Records provided:
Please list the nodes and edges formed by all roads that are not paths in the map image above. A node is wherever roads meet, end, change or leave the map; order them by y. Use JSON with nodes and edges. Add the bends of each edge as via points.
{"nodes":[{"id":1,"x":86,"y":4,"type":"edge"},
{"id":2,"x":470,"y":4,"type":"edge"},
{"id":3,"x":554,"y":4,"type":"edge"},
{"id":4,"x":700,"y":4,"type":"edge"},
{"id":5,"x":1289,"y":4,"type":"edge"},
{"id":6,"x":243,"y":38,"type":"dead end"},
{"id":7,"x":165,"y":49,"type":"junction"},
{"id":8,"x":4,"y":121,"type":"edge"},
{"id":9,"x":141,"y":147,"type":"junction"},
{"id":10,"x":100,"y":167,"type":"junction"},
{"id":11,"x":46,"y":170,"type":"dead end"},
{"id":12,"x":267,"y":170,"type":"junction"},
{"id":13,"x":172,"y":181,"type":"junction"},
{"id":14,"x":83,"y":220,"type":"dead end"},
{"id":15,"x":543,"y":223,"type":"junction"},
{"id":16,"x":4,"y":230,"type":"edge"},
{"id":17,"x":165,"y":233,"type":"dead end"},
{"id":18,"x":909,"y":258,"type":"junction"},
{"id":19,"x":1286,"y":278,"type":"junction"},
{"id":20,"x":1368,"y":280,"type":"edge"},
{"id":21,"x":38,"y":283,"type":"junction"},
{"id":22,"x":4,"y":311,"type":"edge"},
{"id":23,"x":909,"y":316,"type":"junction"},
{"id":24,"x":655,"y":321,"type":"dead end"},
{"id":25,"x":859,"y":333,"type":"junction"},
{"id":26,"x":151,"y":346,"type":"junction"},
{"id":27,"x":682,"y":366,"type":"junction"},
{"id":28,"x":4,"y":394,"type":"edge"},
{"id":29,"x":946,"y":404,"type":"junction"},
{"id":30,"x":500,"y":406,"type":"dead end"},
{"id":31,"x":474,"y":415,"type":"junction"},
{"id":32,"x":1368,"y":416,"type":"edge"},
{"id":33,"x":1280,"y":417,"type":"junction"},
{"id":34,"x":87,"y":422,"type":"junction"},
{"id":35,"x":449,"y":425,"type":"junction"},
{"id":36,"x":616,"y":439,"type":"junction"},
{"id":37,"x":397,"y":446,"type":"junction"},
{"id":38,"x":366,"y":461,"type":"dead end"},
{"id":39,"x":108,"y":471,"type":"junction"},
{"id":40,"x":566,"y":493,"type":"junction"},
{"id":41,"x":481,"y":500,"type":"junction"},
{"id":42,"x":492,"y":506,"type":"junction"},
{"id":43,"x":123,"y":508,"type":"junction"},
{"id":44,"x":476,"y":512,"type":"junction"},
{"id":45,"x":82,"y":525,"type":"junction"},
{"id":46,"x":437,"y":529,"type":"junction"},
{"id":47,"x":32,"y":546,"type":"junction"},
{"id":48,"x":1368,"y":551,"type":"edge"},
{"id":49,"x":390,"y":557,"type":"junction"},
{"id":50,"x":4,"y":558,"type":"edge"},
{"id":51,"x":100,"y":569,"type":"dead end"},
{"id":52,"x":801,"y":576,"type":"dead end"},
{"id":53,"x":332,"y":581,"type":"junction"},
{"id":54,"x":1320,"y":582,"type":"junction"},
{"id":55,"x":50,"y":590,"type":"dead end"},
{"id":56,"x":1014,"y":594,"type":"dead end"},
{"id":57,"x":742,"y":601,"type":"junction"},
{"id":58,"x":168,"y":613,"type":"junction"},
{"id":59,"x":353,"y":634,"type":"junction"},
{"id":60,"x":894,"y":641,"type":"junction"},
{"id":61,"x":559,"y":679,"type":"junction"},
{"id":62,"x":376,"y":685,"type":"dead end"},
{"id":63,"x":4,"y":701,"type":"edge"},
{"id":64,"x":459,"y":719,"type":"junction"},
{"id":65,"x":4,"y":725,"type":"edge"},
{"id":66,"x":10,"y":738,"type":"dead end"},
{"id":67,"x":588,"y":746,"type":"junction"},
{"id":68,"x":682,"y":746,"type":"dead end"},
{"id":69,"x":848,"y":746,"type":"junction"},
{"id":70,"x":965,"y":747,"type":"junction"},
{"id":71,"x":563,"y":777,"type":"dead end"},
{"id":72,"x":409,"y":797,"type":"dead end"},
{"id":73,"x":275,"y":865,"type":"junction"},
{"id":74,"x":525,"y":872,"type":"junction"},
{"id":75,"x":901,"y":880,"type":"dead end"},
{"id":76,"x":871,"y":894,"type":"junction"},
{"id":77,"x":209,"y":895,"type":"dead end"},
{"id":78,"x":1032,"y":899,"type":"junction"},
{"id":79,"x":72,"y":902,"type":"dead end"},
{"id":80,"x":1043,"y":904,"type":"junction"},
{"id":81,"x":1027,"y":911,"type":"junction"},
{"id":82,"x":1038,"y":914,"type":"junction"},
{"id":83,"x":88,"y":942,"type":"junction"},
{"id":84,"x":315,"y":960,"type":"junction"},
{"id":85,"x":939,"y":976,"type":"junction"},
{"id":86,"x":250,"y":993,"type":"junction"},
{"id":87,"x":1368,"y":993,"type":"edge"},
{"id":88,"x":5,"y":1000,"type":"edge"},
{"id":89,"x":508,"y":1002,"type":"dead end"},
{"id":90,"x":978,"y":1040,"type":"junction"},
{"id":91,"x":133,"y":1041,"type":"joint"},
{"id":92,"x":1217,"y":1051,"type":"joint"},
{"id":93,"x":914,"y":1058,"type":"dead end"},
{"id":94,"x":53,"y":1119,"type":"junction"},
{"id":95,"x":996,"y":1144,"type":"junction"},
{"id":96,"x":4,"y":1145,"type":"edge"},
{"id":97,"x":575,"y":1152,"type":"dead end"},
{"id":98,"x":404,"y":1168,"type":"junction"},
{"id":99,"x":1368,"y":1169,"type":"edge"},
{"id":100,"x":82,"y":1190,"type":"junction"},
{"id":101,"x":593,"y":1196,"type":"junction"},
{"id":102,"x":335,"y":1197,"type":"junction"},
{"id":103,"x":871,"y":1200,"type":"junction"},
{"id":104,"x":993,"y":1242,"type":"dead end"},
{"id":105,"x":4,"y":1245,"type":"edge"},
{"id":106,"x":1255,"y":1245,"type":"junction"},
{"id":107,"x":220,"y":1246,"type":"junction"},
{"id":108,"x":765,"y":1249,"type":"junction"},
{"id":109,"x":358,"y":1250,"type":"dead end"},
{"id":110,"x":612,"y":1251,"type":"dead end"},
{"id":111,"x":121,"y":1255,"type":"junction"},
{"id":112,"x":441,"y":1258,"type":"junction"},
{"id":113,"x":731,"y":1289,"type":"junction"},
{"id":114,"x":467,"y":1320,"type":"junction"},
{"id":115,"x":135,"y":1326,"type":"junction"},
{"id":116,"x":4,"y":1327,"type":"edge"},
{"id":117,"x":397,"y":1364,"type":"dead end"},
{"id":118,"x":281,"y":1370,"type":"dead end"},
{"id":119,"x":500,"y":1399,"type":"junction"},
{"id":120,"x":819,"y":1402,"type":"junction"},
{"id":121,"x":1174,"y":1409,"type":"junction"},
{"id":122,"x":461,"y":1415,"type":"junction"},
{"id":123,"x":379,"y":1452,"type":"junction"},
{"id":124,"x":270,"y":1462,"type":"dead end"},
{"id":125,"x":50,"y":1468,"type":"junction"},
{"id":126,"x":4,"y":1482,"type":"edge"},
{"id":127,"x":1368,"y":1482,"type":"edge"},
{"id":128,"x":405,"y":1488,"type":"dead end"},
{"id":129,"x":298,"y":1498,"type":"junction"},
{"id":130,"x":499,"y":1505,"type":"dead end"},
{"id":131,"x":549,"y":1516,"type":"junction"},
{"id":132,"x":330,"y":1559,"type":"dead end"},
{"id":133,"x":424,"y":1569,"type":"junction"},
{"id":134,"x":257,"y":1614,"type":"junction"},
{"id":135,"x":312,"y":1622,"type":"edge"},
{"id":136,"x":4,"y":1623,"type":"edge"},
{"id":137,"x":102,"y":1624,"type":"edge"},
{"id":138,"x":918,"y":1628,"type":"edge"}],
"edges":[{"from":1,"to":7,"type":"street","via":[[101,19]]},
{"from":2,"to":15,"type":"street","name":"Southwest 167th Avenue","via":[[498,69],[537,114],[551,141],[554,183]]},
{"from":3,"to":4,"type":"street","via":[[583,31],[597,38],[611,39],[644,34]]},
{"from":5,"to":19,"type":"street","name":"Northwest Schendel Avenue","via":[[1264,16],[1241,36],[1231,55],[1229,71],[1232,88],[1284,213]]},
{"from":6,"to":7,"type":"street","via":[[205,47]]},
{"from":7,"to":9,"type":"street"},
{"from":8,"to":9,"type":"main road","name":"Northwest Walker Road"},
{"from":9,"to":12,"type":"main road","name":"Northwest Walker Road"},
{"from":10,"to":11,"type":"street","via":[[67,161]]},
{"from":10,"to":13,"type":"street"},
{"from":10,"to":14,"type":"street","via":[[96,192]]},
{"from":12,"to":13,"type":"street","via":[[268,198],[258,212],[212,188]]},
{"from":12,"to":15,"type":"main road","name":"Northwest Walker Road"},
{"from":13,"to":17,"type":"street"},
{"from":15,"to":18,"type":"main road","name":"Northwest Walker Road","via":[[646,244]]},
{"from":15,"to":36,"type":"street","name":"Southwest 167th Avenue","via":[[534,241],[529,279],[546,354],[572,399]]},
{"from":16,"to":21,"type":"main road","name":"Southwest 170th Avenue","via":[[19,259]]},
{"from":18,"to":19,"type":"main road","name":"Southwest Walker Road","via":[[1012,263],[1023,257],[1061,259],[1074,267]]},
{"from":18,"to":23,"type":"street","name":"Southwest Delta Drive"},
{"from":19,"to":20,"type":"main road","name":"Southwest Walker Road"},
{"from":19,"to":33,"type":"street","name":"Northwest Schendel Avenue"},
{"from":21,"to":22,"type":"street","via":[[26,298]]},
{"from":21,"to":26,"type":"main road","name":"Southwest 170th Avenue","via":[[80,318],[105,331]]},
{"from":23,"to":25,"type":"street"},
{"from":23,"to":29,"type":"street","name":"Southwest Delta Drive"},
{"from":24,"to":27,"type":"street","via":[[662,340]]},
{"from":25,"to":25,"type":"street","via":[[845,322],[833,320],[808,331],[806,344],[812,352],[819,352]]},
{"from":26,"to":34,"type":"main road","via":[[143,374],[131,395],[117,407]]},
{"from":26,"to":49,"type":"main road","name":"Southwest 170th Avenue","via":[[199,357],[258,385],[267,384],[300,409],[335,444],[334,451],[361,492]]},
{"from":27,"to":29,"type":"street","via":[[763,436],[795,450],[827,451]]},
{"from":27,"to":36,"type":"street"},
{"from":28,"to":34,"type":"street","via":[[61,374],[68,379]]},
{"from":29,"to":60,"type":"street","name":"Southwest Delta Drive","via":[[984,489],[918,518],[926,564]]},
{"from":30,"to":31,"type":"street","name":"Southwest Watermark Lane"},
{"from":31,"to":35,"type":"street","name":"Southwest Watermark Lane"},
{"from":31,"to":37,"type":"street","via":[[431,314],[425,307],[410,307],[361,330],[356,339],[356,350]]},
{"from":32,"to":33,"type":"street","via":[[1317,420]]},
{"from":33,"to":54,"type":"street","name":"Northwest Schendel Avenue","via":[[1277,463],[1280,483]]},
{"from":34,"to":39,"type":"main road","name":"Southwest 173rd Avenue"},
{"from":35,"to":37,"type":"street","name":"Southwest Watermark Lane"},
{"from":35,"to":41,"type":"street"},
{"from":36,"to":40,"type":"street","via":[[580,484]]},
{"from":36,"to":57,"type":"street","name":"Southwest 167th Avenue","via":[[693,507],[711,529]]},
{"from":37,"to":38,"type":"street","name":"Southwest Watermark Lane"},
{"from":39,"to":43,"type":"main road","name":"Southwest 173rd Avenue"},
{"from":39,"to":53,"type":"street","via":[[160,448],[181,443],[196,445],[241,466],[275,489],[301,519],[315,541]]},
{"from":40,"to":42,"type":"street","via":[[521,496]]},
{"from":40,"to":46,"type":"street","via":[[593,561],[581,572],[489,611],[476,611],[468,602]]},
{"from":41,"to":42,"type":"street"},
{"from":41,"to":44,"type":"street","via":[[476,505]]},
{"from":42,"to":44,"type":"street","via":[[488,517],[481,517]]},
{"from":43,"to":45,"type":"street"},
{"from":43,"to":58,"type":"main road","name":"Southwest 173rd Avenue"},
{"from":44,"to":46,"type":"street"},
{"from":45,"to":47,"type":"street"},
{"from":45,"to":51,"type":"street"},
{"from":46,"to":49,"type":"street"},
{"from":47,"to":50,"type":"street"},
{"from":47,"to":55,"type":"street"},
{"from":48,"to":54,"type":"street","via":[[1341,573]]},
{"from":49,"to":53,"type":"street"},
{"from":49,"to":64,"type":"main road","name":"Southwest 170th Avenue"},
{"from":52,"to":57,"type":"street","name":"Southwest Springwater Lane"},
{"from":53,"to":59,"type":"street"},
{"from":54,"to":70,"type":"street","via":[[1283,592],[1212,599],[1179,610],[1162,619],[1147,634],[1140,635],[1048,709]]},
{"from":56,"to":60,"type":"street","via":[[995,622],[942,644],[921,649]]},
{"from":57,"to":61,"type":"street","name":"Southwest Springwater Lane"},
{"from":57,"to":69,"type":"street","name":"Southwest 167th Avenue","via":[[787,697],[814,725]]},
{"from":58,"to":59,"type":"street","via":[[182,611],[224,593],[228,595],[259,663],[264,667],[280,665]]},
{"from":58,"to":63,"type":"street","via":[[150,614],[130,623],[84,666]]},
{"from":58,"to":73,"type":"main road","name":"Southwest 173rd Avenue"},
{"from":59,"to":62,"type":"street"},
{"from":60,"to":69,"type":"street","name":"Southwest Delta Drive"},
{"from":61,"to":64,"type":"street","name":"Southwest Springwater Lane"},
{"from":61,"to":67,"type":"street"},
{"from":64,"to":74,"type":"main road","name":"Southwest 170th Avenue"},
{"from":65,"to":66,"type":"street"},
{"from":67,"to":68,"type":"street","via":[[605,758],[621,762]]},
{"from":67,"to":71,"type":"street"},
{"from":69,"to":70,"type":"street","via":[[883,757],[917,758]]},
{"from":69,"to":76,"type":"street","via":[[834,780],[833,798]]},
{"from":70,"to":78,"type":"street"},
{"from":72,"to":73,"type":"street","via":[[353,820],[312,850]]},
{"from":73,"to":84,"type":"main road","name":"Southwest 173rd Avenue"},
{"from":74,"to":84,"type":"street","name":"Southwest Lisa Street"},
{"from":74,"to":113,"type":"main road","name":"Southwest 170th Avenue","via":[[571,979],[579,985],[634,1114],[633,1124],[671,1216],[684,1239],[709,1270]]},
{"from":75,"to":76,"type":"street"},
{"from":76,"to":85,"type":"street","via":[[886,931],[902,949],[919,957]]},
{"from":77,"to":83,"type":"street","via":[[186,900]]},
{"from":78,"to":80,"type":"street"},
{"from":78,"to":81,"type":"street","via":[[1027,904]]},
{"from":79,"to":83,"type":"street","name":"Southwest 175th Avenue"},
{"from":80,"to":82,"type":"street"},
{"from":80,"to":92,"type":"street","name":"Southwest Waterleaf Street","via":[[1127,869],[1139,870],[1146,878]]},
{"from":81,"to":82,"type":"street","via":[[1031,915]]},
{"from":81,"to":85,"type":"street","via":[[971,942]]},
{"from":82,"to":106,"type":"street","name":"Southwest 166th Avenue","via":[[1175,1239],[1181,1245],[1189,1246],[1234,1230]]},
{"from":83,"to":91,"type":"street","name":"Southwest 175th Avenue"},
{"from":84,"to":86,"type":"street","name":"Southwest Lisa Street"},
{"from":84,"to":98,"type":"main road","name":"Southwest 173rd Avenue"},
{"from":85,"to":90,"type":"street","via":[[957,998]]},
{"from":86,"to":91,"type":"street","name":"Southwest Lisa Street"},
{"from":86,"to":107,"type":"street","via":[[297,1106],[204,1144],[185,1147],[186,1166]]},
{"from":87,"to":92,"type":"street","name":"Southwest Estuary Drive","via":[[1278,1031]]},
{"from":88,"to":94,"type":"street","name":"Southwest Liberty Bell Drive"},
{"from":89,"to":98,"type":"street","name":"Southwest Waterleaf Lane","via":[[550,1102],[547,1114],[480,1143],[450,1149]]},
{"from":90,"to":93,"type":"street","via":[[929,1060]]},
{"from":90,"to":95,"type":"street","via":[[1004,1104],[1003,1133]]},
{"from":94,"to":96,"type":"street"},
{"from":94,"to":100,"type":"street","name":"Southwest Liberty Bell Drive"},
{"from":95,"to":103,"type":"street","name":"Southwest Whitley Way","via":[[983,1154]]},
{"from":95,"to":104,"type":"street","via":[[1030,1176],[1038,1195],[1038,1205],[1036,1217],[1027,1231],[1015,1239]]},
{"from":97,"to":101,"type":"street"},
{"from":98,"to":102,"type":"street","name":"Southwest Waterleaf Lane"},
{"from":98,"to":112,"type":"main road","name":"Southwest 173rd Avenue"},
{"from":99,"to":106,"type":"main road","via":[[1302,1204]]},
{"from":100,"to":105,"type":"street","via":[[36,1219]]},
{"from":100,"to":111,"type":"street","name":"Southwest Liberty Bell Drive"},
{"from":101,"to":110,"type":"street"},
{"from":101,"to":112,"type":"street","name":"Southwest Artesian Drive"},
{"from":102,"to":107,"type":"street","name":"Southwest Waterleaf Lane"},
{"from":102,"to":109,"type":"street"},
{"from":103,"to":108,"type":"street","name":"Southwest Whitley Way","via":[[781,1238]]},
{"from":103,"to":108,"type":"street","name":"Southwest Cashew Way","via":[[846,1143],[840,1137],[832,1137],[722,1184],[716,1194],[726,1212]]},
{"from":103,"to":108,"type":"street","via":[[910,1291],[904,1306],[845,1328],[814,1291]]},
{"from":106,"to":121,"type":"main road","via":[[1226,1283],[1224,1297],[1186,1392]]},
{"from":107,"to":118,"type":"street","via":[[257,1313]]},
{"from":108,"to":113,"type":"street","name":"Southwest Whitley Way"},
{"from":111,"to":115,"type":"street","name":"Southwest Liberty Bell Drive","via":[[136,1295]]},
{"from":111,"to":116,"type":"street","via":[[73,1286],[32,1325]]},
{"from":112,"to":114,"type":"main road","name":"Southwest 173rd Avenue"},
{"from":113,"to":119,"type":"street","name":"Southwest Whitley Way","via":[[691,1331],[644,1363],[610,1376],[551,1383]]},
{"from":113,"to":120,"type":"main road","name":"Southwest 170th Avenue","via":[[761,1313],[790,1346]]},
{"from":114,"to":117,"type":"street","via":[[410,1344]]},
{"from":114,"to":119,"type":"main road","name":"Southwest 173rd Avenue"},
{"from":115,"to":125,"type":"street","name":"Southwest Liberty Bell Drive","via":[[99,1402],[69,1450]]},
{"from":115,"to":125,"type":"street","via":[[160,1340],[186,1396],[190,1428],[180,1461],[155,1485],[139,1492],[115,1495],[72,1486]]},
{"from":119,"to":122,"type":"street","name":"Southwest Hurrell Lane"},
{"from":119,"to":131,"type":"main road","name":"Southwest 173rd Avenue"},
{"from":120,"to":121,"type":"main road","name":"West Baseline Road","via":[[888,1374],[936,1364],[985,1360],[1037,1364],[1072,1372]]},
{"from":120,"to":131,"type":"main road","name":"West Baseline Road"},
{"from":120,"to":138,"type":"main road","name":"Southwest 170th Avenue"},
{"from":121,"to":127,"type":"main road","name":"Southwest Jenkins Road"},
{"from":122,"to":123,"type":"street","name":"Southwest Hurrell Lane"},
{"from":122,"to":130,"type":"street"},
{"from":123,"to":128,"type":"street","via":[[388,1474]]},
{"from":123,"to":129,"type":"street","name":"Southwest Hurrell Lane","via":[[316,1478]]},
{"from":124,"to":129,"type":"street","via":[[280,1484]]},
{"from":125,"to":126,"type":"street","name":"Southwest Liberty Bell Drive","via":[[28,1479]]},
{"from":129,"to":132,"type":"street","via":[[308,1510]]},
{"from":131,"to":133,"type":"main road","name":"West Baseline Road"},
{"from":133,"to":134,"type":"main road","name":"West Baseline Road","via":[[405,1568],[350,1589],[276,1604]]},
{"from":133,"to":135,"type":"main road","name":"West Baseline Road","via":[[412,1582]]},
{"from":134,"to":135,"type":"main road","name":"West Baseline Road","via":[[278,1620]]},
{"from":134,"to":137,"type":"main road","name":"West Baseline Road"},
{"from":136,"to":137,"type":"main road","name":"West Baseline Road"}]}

Aim of the task: Copy out every line in the listing where the word "Baseline" appears.

Problem solution:
{"from":120,"to":121,"type":"main road","name":"West Baseline Road","via":[[888,1374],[936,1364],[985,1360],[1037,1364],[1072,1372]]},
{"from":120,"to":131,"type":"main road","name":"West Baseline Road"},
{"from":131,"to":133,"type":"main road","name":"West Baseline Road"},
{"from":133,"to":134,"type":"main road","name":"West Baseline Road","via":[[405,1568],[350,1589],[276,1604]]},
{"from":133,"to":135,"type":"main road","name":"West Baseline Road","via":[[412,1582]]},
{"from":134,"to":135,"type":"main road","name":"West Baseline Road","via":[[278,1620]]},
{"from":134,"to":137,"type":"main road","name":"West Baseline Road"},
{"from":136,"to":137,"type":"main road","name":"West Baseline Road"}]}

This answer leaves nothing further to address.